**TASK INSTRUCTIONS**
From the first line to the last, give the material again exactly, without the images.

**DATA TO EXAMINE**
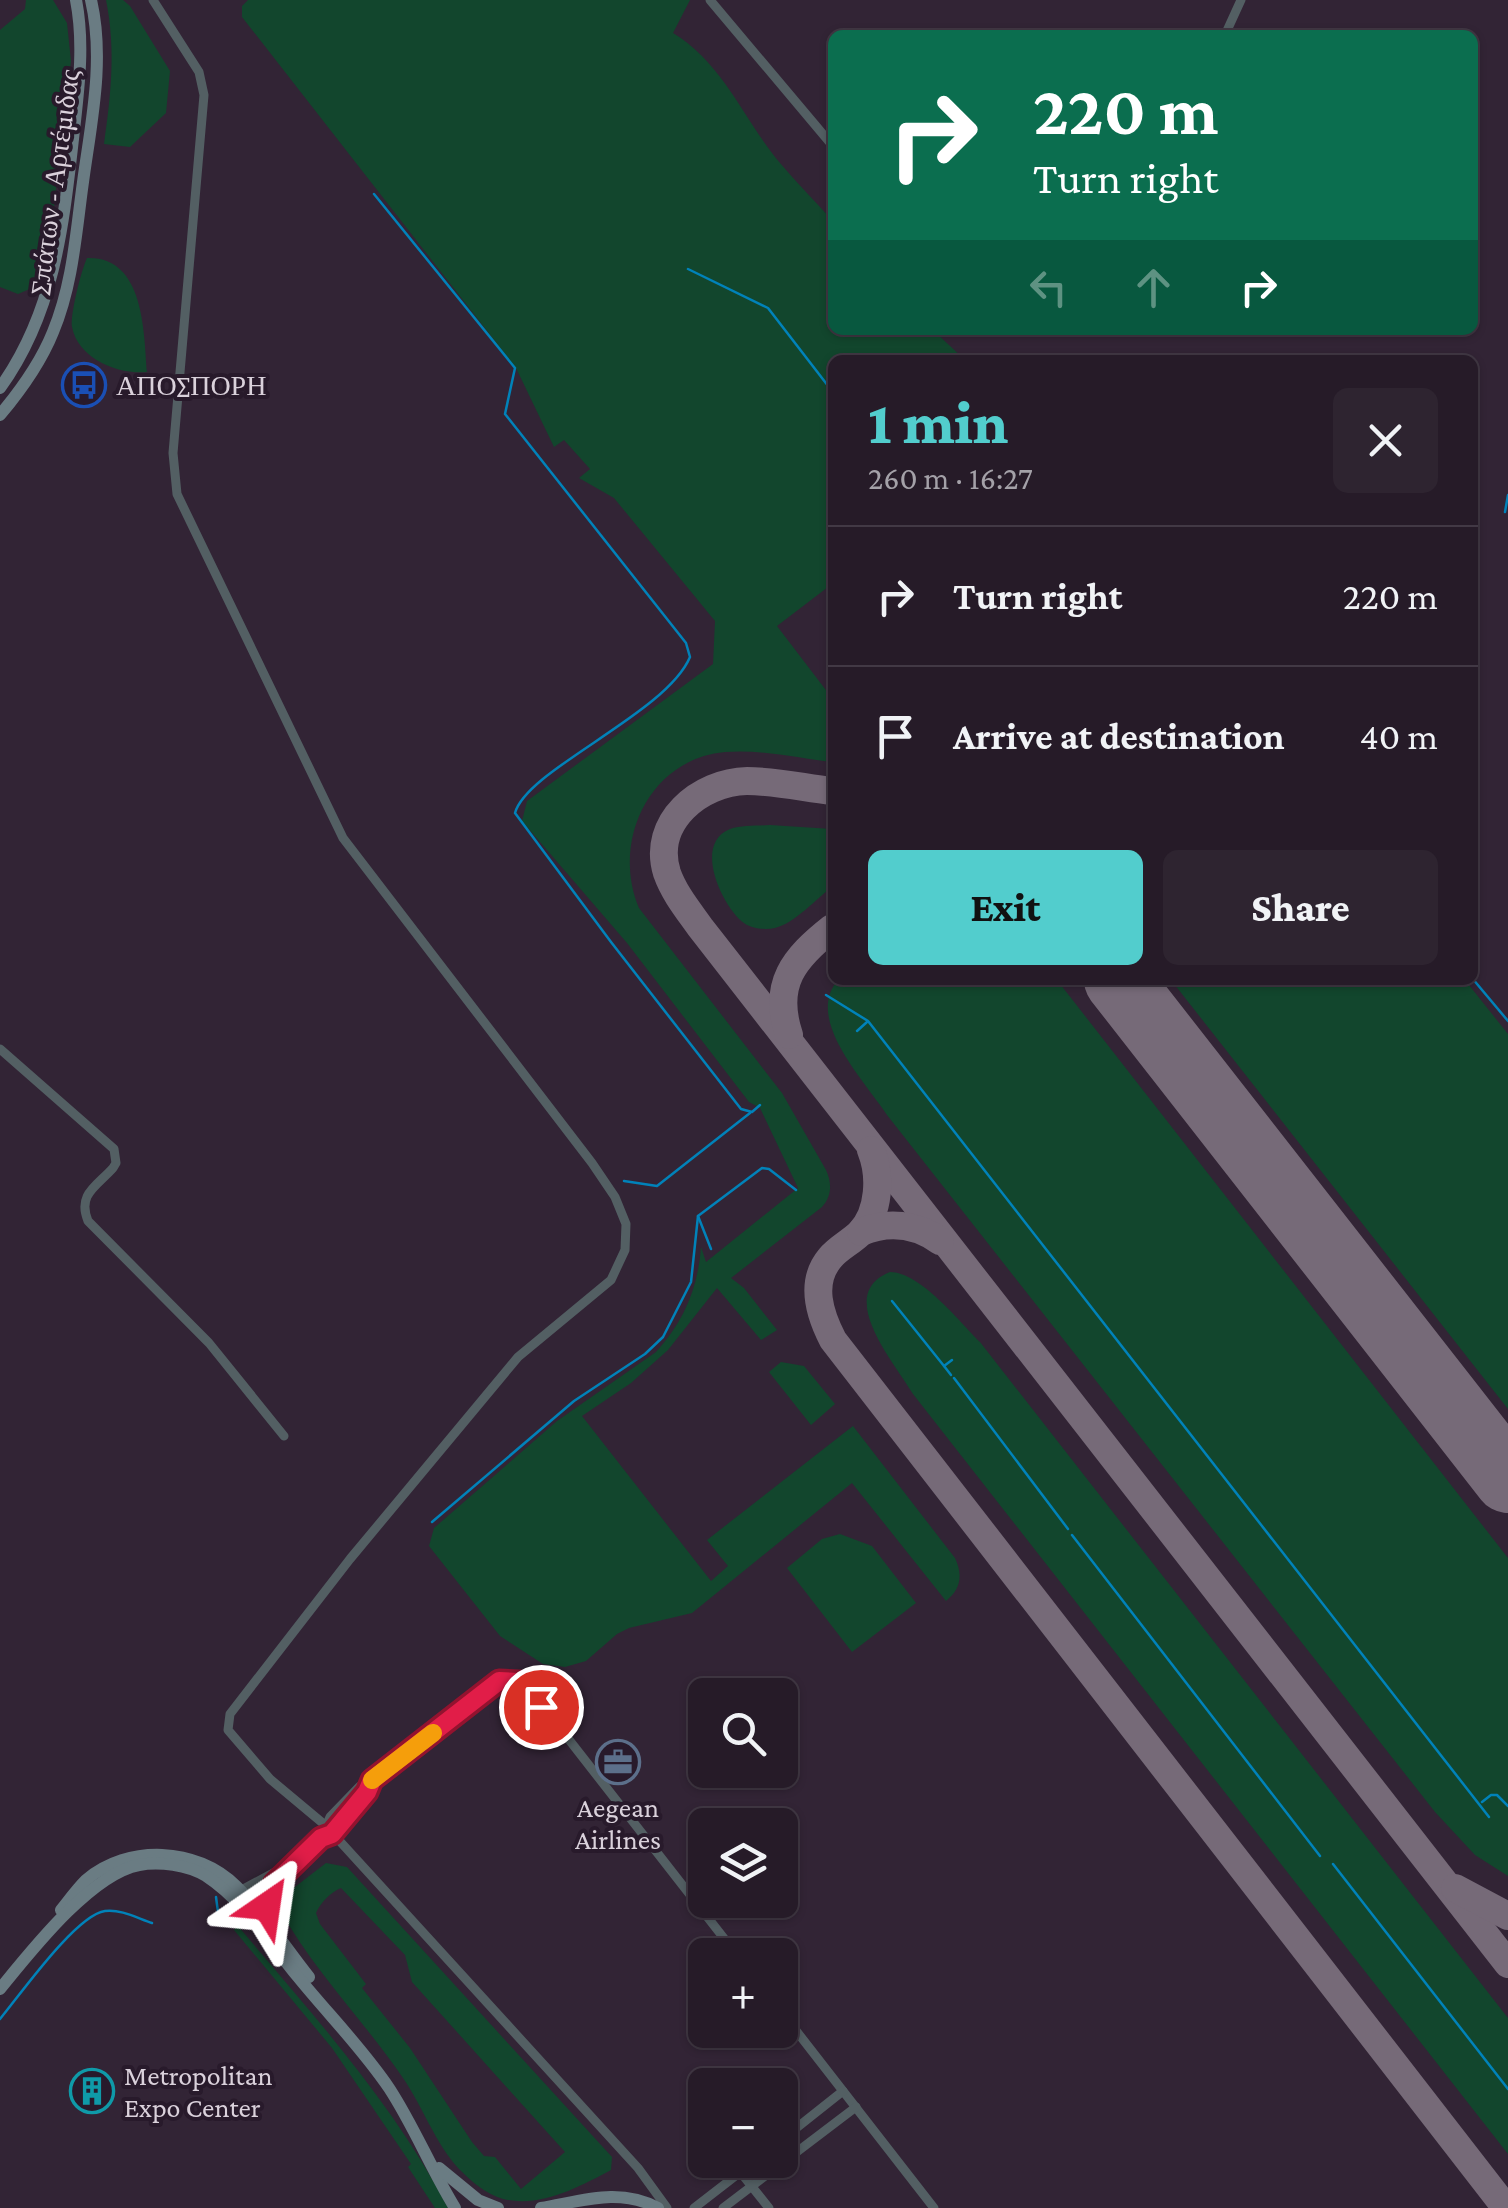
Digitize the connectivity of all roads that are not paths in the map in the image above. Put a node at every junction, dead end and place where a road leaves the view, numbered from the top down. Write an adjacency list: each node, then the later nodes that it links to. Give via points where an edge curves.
1 (76, 0): 8 (street, Σπάτων - Αρτέμιδας, via 80,75 62,236 39,318)
2 (91, 0): 9 (street, Σπάτων - Αρτέμιδας, via 96,85 71,270 53,333)
3 (152, 0): 12 (street, via 200,72 204,94 172,453 176,494 342,838 592,1163 626,1224 625,1250 611,1280 518,1357 230,1714 228,1730 270,1779)
4 (710, 0): 7 (street)
5 (1242, 0): 6 (street)
6 (1227, 30)
7 (828, 140)
8 (0, 388)
9 (0, 415)
10 (0, 1048): 11 (street, via 114,1149 114,1168 86,1195 88,1221 210,1343)
11 (284, 1436)
12 (329, 1830): 13 (street); 17 (street, via 360,1786 499,1681 519,1682); 34 (street, via 638,2168)
13 (299, 1858): 14 (street); 15 (street)
14 (274, 1884): 15 (street); 16 (street, via 267,1906)
15 (239, 1897): 16 (street); 18 (street, via 213,1868 185,1858 123,1860 86,1881); 19 (street)
16 (274, 1932): 19 (street)
17 (724, 1938)
18 (0, 1989)
19 (346, 2031): 24 (street)
20 (798, 2033): 21 (street)
21 (843, 2092): 22 (street); 23 (street)
22 (856, 2108): 27 (street); 38 (street)
23 (798, 2127)
24 (425, 2152): 29 (street); 30 (street, via 452,2182)
25 (733, 2178): 35 (street)
26 (745, 2178): 27 (street)
27 (752, 2187): 36 (street); 37 (street)
28 (582, 2201): 31 (street); 32 (street); 33 (street, via 621,2196)
29 (455, 2208)
30 (498, 2208)
31 (541, 2208)
32 (568, 2208)
33 (658, 2208)
34 (667, 2208)
35 (694, 2208)
36 (723, 2208)
37 (769, 2208)
38 (934, 2208)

**FINISHED TASK**
Digitize the connectivity of all roads that are not paths in the map in the image above. Put a node at every junction, dead end and place where a road leaves the view, numbered from the top down. Write an adjacency list: each node, then the later nodes that it links to. Give via points where an edge curves.
1 (76, 0): 8 (street, Σπάτων - Αρτέμιδας, via 80,75 62,236 39,318)
2 (91, 0): 9 (street, Σπάτων - Αρτέμιδας, via 96,85 71,270 53,333)
3 (152, 0): 12 (street, via 200,72 204,94 172,453 176,494 342,838 592,1163 626,1224 625,1250 611,1280 518,1357 230,1714 228,1730 270,1779)
4 (710, 0): 7 (street)
5 (1242, 0): 6 (street)
6 (1227, 30)
7 (828, 140)
8 (0, 388)
9 (0, 415)
10 (0, 1048): 11 (street, via 114,1149 114,1168 86,1195 88,1221 210,1343)
11 (284, 1436)
12 (329, 1830): 13 (street); 17 (street, via 360,1786 499,1681 519,1682); 34 (street, via 638,2168)
13 (299, 1858): 14 (street); 15 (street)
14 (274, 1884): 15 (street); 16 (street, via 267,1906)
15 (239, 1897): 16 (street); 18 (street, via 213,1868 185,1858 123,1860 86,1881); 19 (street)
16 (274, 1932): 19 (street)
17 (724, 1938)
18 (0, 1989)
19 (346, 2031): 24 (street)
20 (798, 2033): 21 (street)
21 (843, 2092): 22 (street); 23 (street)
22 (856, 2108): 27 (street); 38 (street)
23 (798, 2127)
24 (425, 2152): 29 (street); 30 (street, via 452,2182)
25 (733, 2178): 35 (street)
26 (745, 2178): 27 (street)
27 (752, 2187): 36 (street); 37 (street)
28 (582, 2201): 31 (street); 32 (street); 33 (street, via 621,2196)
29 (455, 2208)
30 (498, 2208)
31 (541, 2208)
32 (568, 2208)
33 (658, 2208)
34 (667, 2208)
35 (694, 2208)
36 (723, 2208)
37 (769, 2208)
38 (934, 2208)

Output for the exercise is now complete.